Imperial Courts

royal members the annual imperial court event scaled

Kevin Roche, a member of the Imperial Courts, remembers that it was over fifty years ago when groups in Portland and San Francisco first started drag balls. “This is when being in drag was a more transgressive activity than it is considered nowadays,” he said in an interview. This was the beginning of the Imperial Courts on the West Coast. After drag balls were established behind the scenes in 1967, the International Imperial Court System (IICS) was founded in San Francisco and hosted many drag shows and coronation balls. Later IICS was incorporated as a 501(c)(3) organization to raise money for charity while still having a lot of fun.

Mama José, also known as José Julio Sarria, was the first Empress in San Francisco, the mother of all queens participating in the Imperial Courts. Kevin recalled: “She was the mother empress of us all. She rather notoriously declared herself empress when she won a pageant at one of these balls and they were going to crown her queen, and she took the Tiara out of their hands and says, ‘I’ve been a queen all my life. I hear hereby declare myself Empress.’ This was something that was transgressive. This was revolutionary.” Mama José was an outspoken activist for the drag community in San Francisco, whose goals for the Imperial Courts included education and cultivating a greater community sense of gay pride, identity, and unity.

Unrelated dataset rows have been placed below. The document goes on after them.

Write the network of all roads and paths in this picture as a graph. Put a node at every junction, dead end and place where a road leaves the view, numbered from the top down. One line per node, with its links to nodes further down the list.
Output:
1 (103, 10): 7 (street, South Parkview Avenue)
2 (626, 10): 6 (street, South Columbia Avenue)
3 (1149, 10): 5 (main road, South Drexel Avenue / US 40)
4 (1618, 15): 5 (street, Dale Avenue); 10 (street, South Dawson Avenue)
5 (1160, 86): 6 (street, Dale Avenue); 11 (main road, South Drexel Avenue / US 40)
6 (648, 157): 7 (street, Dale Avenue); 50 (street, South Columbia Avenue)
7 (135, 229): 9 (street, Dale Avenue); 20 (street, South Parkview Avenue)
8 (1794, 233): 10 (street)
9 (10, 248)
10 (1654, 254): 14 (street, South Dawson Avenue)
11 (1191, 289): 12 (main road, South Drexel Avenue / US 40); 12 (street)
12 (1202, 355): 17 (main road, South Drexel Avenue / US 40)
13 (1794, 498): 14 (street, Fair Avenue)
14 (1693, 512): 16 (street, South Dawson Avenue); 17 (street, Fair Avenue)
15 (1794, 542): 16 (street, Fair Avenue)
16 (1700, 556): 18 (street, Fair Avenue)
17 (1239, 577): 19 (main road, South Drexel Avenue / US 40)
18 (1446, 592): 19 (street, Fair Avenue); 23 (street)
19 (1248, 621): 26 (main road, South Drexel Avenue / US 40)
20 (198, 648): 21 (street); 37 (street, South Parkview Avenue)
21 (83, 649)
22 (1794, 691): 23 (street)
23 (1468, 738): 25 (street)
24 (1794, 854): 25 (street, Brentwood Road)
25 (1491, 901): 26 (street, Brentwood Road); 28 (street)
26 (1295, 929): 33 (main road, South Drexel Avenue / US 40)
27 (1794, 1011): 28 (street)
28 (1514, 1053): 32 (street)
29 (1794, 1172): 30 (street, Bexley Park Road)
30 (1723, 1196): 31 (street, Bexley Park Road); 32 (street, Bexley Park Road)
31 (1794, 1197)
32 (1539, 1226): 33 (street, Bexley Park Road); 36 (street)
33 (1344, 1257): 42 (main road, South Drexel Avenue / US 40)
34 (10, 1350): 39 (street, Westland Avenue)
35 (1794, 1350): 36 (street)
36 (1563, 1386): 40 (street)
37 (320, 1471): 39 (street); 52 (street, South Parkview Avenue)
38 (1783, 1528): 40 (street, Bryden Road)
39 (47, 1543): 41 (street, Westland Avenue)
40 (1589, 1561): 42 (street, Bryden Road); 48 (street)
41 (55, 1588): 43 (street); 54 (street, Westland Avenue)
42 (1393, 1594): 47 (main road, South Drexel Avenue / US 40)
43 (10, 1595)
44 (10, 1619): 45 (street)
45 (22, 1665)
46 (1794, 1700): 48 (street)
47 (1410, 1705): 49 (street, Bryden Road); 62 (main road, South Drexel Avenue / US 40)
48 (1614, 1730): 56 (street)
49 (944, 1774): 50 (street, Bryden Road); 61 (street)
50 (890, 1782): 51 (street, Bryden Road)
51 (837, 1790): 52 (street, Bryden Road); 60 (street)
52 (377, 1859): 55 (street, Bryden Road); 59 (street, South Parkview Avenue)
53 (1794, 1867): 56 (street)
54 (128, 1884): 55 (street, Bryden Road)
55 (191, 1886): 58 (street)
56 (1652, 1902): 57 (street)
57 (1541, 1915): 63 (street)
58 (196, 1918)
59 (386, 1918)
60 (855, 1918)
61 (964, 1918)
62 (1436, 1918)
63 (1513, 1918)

The San Francisco chapter of the Imperial Court is still active today. Mama José died a few years ago, in 2013; a piece about her on the Imperial Court’s website notes that Mama José was “a proud openly gay Latino, drag queen, and one of the great iconic American pioneering political activists and leaders of the modern-day LGBT Civil Rights and Social Justice Movements, [who] gracefully and peacefully passed on from this life after a long battle with cancer at his home in Albuquerque, New Mexico, at 7:02 AM on Monday, August 19, 2013 in his 90th year blessing this earth.”

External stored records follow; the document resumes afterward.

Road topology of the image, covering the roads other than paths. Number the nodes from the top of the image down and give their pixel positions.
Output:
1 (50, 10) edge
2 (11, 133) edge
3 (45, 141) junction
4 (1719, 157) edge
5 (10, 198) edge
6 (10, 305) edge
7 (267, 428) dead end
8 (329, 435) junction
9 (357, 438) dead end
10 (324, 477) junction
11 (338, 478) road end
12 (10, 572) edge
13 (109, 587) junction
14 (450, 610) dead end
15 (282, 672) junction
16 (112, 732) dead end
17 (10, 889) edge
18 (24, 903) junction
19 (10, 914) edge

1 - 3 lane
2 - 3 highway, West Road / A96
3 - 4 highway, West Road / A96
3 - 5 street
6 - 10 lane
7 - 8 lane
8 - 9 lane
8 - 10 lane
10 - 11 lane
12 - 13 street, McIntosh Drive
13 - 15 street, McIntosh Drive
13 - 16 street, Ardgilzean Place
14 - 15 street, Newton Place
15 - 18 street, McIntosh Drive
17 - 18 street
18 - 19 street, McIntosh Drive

Learn more about participating in the Imperial Courts at their website: imperialcouncilsf.org

Casa de San Jose

ray aguilar crown

In the early days of Casa de San Jose’s informal association of drag queens, they would travel to San Francisco for the city’s world-famous drag shows. Ray Aguilar, a San Jose drag queen, requested permission to form an IICS chapter in San Jose, which formed as Casa de San Jose of Santa Clara County Inc in the early 1970s. In 1990, the organization was reincorporated as The Imperial Royal Lion Monarchy, Inc. of San Jose.

Casa de San Jose elected a full royal court every year: an emperor and empress, crown princes and princesses, czar and czarina, and grand dukes and duchesses. Every March, the Grand Coronation Ball served as large fundraising events and the election of the new emperor, empress, and court. Title rules were as follows: anyone was eligible, regardless of sexual orientation and gender, but they must reside in Santa Clara County and demonstrate successful sponsorship of community fundraising events.

Unlike many other courts, the Imperial Court in San Jose was open to people of all genders and sexual orientations to participate, including running for emperor and empress. Anyone in attendance could vote (with proof of residence) by placing their ballots at a table in the front of the hall to be counted later. Winners were then escorted on stage to be crowned by the host emperor and empress.

Kevin Roche remembers during his time as an Emperor: “My empress is actually transgender and she had strong connections into that community. We actually got a bunch of members of Carla Salon, which is a transgender social club, to come out and join us. Carla’s was a place where they could go and they could dress up and no one would see them, but they could do that at a court event because no one was surprised to see masculine looking people in dresses. A number of them actually joined and were some of our most effective members. That was really fun to see them being in public where that part of themselves could come out.”

Various balls raised money for different causes. The money raised was donated to charitable organizations, including the American Heart Association and American Cancer Research. As the AIDS crisis grew, they began donating to the Visiting Nurses Association and local AIDS charities.

In the early days, almost every drag performer in San Jose was involved in the Imperial Court. To join the Imperial Court, one had to come out during the Closet Ball. The Closet Ball was a way for amateurs new to performing to debut their drag personas and find mentors to help develop their performance. The performers had to be sponsored by an established queen and they were given an hour to transform into their drag persona.

Kevin Roche’s experience at the Closet Ball was showbusiness disappointment. “San Jose has had both drag queens and drag kings. So Lucy [Manhattan] talked me into entering the Closet Ball one year. It was awful. I worked really hard on it and the person who won had actually been performing weekly, but Lucy said, ‘If you’ll forgive me for getting you into this, there’s a charity show I’m doing in a month and I’d like to work with you and help you actually put together an act.’”

In recent years, pageants overtook the Imperial Court in popularity in San Jose. Pageants run outside the Imperial Court system, and many have opted to participate in those instead. The Imperial Court of San Jose dissolved in 2018. Those who wanted to continue participating in court traditions joined the San Francisco Imperial Court, which also permitted them to keep any titles earned in San Jose.